Publication information
- Publisher: DC Comics (Absolute Universe)
- Schedule: Monthly
- Format: Ongoing
- Genre: Superhero fiction;
- Publication date: November 6, 2024 – present
- No. of issues: 23
- Main character(s): Superman Lois Lane Jimmy Olsen Ra's al Ghul Brainiac Talia al Ghul Hawkman John Henry Irons

Creative team
- Written by: Jason Aaron
- Artist: Rafa Sandoval
- Letterer: Becca Carey
- Colorist: Ulises Arreola
- Editor: Chris Conroy

= Absolute Superman =

Comic book series by DC Comics

Absolute Superman is a superhero comic book series published by DC Comics, based on the Absolute Universe character Superman. The series is written by Jason Aaron and illustrated by Rafa Sandoval, and began publication on November 6, 2024, as part of DC's Absolute Universe (AU) imprint. The series is Aaron's second work on the character Superman, after the three-issue story arc "I, Bizarro", published in Action Comics #1061–1063.

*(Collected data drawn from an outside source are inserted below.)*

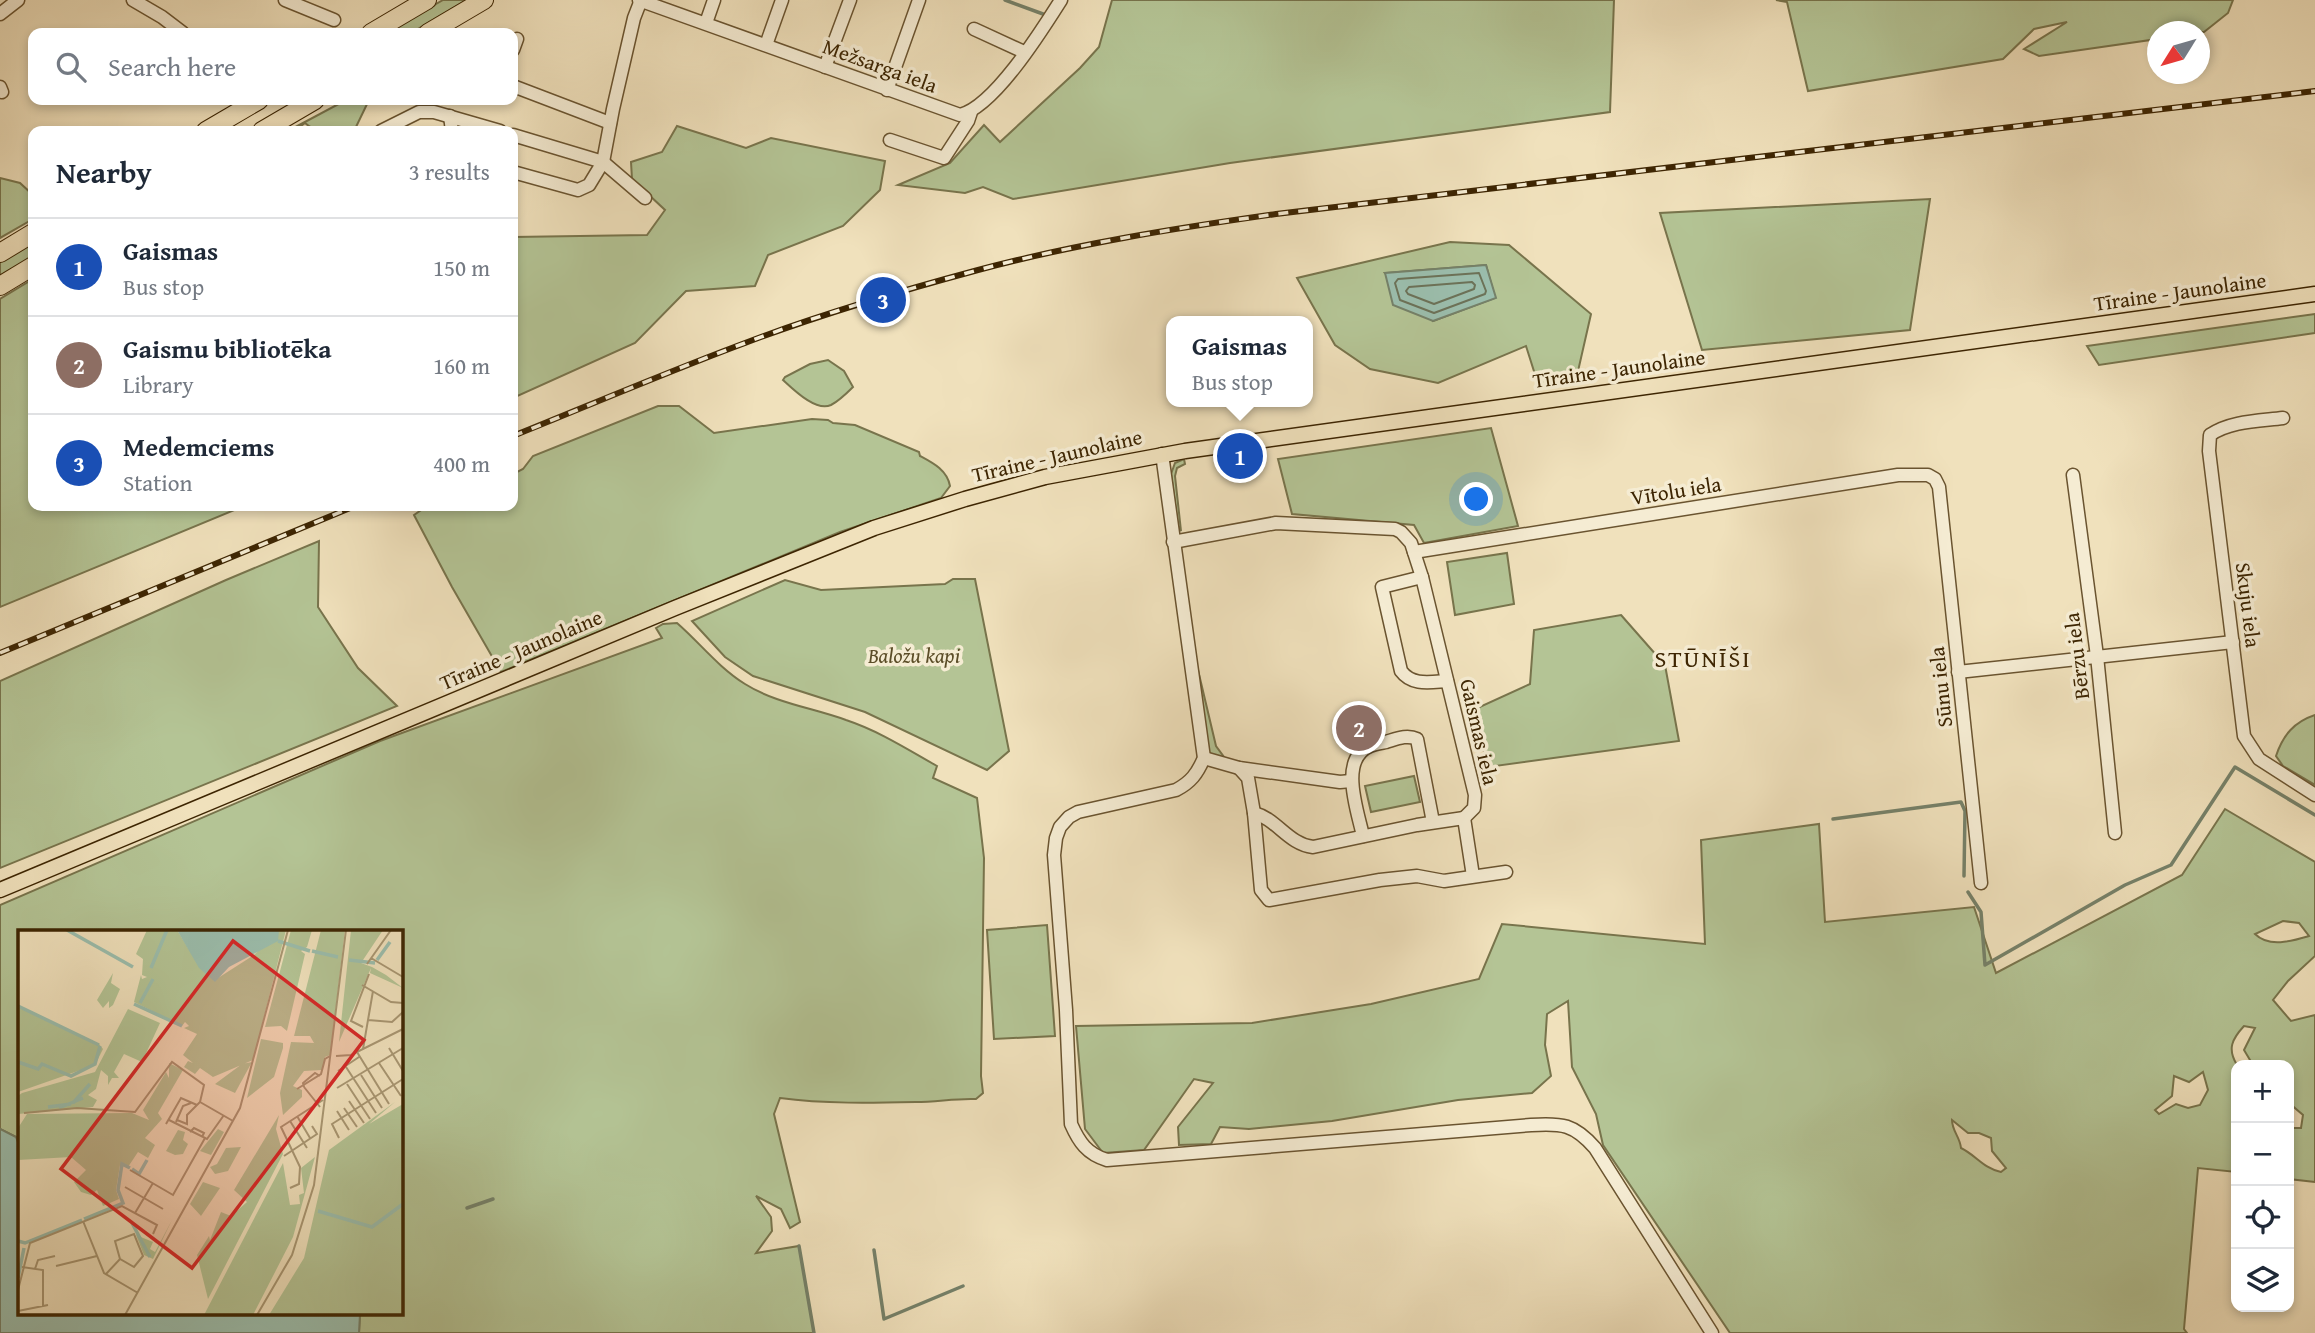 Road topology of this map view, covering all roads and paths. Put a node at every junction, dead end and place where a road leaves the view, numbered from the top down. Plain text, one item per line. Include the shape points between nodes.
1 (18, 0) edge
2 (133, 0) edge
3 (285, 0) edge
4 (427, 0) edge
5 (484, 0) edge
6 (640, 0) edge
7 (714, 0) edge
8 (782, 0) edge
9 (850, 0) edge
10 (919, 0) edge
11 (1061, 0) edge
12 (0, 15) edge
13 (334, 20) dead end
14 (706, 23) junction
15 (176, 28) edge
16 (379, 28) edge
17 (436, 28) edge
18 (974, 29) dead end
19 (766, 45) junction
20 (1024, 52) junction
21 (825, 67) junction
22 (518, 88) edge
23 (887, 90) junction
24 (239, 105) edge
25 (307, 105) edge
26 (971, 112) junction
27 (450, 116) junction
28 (610, 123) junction
29 (212, 126) edge
30 (272, 126) edge
31 (391, 126) edge
32 (451, 126) edge
33 (483, 126) edge
34 (518, 136) edge
35 (890, 141) dead end
36 (603, 162) junction
37 (518, 173) edge
38 (645, 198) dead end
39 (28, 236) edge
40 (0, 253) edge
41 (28, 269) edge
42 (0, 286) edge
43 (2315, 294) edge
44 (2283, 418) dead end
45 (1162, 454) junction
46 (2073, 475) dead end
47 (1939, 486) joint
48 (1173, 542) junction
49 (1414, 552) junction
50 (1422, 577) junction
51 (2233, 642) junction
52 (2096, 656) junction
53 (1958, 672) junction
54 (1447, 681) junction
55 (1204, 758) junction
56 (1239, 768) junction
57 (1351, 781) junction
58 (2315, 796) edge
59 (1254, 813) junction
60 (1464, 818) junction
61 (1433, 822) junction
62 (2116, 833) dead end
63 (1363, 836) junction
64 (1506, 872) dead end
65 (1473, 876) junction
66 (1981, 883) dead end
67 (0, 890) edge
68 (1712, 1333) edge

1 - 12 street
2 - 15 street
3 - 13 street
4 - 16 highway
5 - 17 highway
6 - 14 street, Mežsarga iela
6 - 28 street, Mežsarga iela
7 - 14 street
8 - 19 street
9 - 21 street
10 - 23 street
11 - 20 street
14 - 19 street, Mežsarga iela
18 - 20 street
19 - 21 street, Mežsarga iela
20 - 26 street via 998,88
21 - 23 street, Mežsarga iela
22 - 28 street
23 - 26 street, Mežsarga iela via 960,115
24 - 29 highway
25 - 30 highway
26 - 35 street via 944,158
27 - 31 street via 419,112
27 - 32 street
27 - 33 street
28 - 36 street, Mežsarga iela
34 - 36 street
36 - 37 street via 589,184 578,190
36 - 38 street
39 - 40 highway
41 - 42 highway
43 - 45 main road, Tīraine - Jaunolaine
44 - 51 street, Skuju iela via 2218,429 2210,435
45 - 48 street
45 - 67 main road, Tīraine - Jaunolaine via 1019,484 874,528
46 - 52 street, Bērzu iela
47 - 49 street, Vītolu iela via 1928,475 1898,475
47 - 53 street, Sūnu iela
48 - 49 street, Gaismas iela via 1300,523 1395,529 1407,537
48 - 55 street
49 - 50 street, Gaismas iela
50 - 54 street, Gaismas iela
50 - 54 street via 1382,587 1401,671 1406,679 1418,682
51 - 52 street
51 - 58 street, Skuju iela via 2244,736 2259,759
52 - 53 street
52 - 62 street, Bērzu iela
53 - 66 street, Sūnu iela
54 - 60 street, Gaismas iela via 1475,795 1474,808
55 - 56 street
55 - 68 street via 1190,782 1176,790 1086,809 1060,827 1054,869 1071,1124 1084,1147 1107,1160 1531,1125 1553,1124 1580,1131
56 - 57 street
56 - 59 street via 1248,778
57 - 61 street via 1359,757 1369,746 1406,737 1417,739
57 - 63 street
59 - 63 street via 1273,822 1301,846
59 - 65 street via 1261,890 1269,901 1380,880 1417,876 1444,881
60 - 61 street
60 - 65 street, Gaismas iela
61 - 63 street
64 - 65 street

In this universe, Kal-El's ship crashes on Earth, but lands near an industrial city, controlled by mega-corporations, private armies, and corrupt politicians, and thus is not raised with love and hope by the Kents, marking a different pathway to becoming a hero.

== Premise ==
The series focuses on a version of Superman who arrives on Earth as an adolescent, rather than a baby, as he does in most depictions of the character.

== Publication history ==
The existence of the new universe was first rumored in 2023 in relation to Scott Snyder, before leaks emerged that it would be called the Absolute Universe as part of a wider program called DC All In. Several additional leaks occurred in the run-up to San Diego Comic-Con in July 2024 when it was officially announced by DC Comics.

And so by July 2024, a Superman-focused comic book series titled Absolute Superman, written by Jason Aaron and illustrated by Rafa Sandoval, was announced as part of DC Comics Absolute Universe (AU) imprint. Rafael Albuquerque was originally set to illustrate Absolute Superman, but had to pull out of the project due to severe floods in his home country of Brazil, with Sandoval being brought onto the project a month before the comic's announcement.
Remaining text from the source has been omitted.